Focused TB — tb_ee_core_pcpyh.sv

Three cases:

  1. Exact qbert encoding asserted == 0x70081EE9. Seeds gpr128[$t0] via PCPYLD($t0, $t1, $t2) where $t1 low 16 = 0xABCD (→ h4) and $t2 low 16 = 0x1234 (→ h0). Then PCPYH $v1, $t0. Verified:
    • regfile[$v1] = 0x12341234
    • gpr128[$v1][63:0] = 0x1234_1234_1234_1234
    • gpr128[$v1][127:64] = 0xABCD_ABCD_ABCD_ABCD
  2. $rs-ignored check: PCPYH $t3, $t0 with rs=$v1 (non-zero). Asserts gpr128[$t3] == gpr128[$v1] (same full 128-bit result; $rs change has no effect).
  3. Narrow decode: neighbor MMI3 sa=0x1C (unallocated) still traps under strict mode.

Result: retired=16 halt=0 trap=1 errors=0 PASS. The TB also verifies the full SUMMARY line shows the broadcast pattern in hex.

Makefile + regression

  • tb_ee_core_pcpyh target.
  • Added to both PHONY list and run: master list.
  • Regression: 176 → 177.

qbert progression

Chapter Blocker retire_count
Post-Ch299 (gate poke) MMI3 PCPYH at 0x00110BB4 28,655
Post-Ch300 (PCPYH) syscall $v1=0x17 at 0x00112A84 28,708 (+53)

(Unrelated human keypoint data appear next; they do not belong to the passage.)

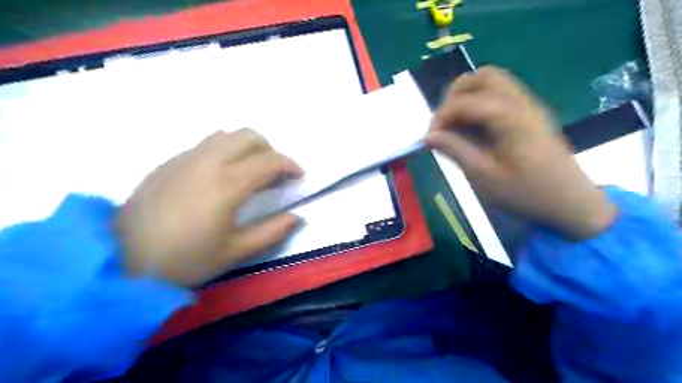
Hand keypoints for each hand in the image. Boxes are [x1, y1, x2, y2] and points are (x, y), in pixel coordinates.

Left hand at [116, 130, 303, 284]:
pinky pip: (206, 144)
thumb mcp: (234, 252)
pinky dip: (225, 150)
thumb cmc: (183, 260)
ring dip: (247, 147)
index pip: (269, 160)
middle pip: (249, 135)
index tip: (299, 177)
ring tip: (250, 172)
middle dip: (270, 149)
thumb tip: (297, 217)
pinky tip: (221, 175)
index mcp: (227, 184)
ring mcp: (185, 158)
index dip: (290, 165)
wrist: (120, 259)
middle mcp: (208, 161)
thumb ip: (271, 232)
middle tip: (274, 174)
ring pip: (226, 135)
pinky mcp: (169, 162)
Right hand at [424, 66, 612, 238]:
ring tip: (456, 125)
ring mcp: (529, 106)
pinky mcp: (531, 115)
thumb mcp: (484, 176)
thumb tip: (429, 136)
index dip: (441, 116)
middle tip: (444, 123)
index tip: (429, 139)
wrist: (571, 203)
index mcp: (510, 117)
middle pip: (483, 77)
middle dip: (455, 95)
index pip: (466, 101)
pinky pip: (501, 95)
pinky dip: (481, 103)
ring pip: (493, 82)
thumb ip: (455, 150)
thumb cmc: (526, 193)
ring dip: (468, 97)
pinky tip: (474, 128)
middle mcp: (521, 103)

Small advance (+53) because qbert went immediately from the PCPYH into the next syscall. The new blocker is in a different code region (PC 0x00112A84 is near earlier syscall sites — close to the Ch289 0x78 area at 0x00112AA4).

Ch301 framing — syscall 0x17

$v1 = 0x17 (= 23)
$a0 = 0x00000005  (channel id 5, same as Ch290/291)
$a1 = 0x00000000
$a2 = 0xFFFFFFFF  (-1, sentinel?)
$a3 = 0x00137568  (NEW context pointer, NOT the global ctx 0x001328C0)

Notable shifts from earlier syscalls:

  • $a3 has CHANGED again: previously 0x001328C0 (global ctx), then 0x00137568 (different region — looks like a per-channel state buffer? same low byte as the Ch299 halt's $a0=0x00137540).
  • $a0 = 5 matches the channel id used in Ch290/291 (the DMAC handler-install pair). So qbert is doing channel-5-specific cleanup or query.
  • $a2 = -1 is unusual — often a "no filter" or "all" sentinel.

PS2 syscall 0x17 (= 23) in standard tables is commonly cited as SetVTLBRefillHandler or iWakeupThread or similar. The $a0=channel pattern fits a per-channel kernel call.

Mechanical recipe: 9th narrow $v0=0 case in the dispatcher + runner observer with full arg snapshot. Standard Ch289-pattern extension.

Pattern review (30 chapters)

Era Chapters Effect
Opcode-blocker Ch271..Ch286 R5900 opcodes
MMIO stubs Ch287..Ch288 DMAC ctrl + per-channel
Syscall HLE narrow Ch273/285/289/290/291/293/296/297 $v0=0 narrow cases
Narrow NOP-class Ch286/292 side-effect-free accepts
Inflection #1 Ch293 first wait loop
Investigation #1 Ch294 bit-17 syscall poll
Experimental unblock #1 Ch295 $a0-aware HLE
Inflection #2 Ch297 second wait loop
Investigation #2 Ch298 memory poll at 0x001329C0
Experimental unblock #2 Ch299 TB-side gate poke
MMI op Ch300 (PCPYH) mechanical MMI extension

The chapter cadence is now well-mixed: opcode chapters, MMIO chapters, syscall HLE chapters, narrow NOP-class chapters, and investigation/unblock 3-chapter cycles. All productive.

Files changed

  • rtl/ee/ee_core_stub.sv — 5 surgical edits (localparam, decode flag, is_rtype_alu/is_mmi_wb/nop_class wiring, two writeback arms).
  • sim/tb/integration/tb_ee_core_pcpyh.sv — new focused TB.
  • sim/Makefile — target + both regression lists.

Regression

177/177 PASS (was 176 in Ch299; +1 for the new tb_ee_core_pcpyh).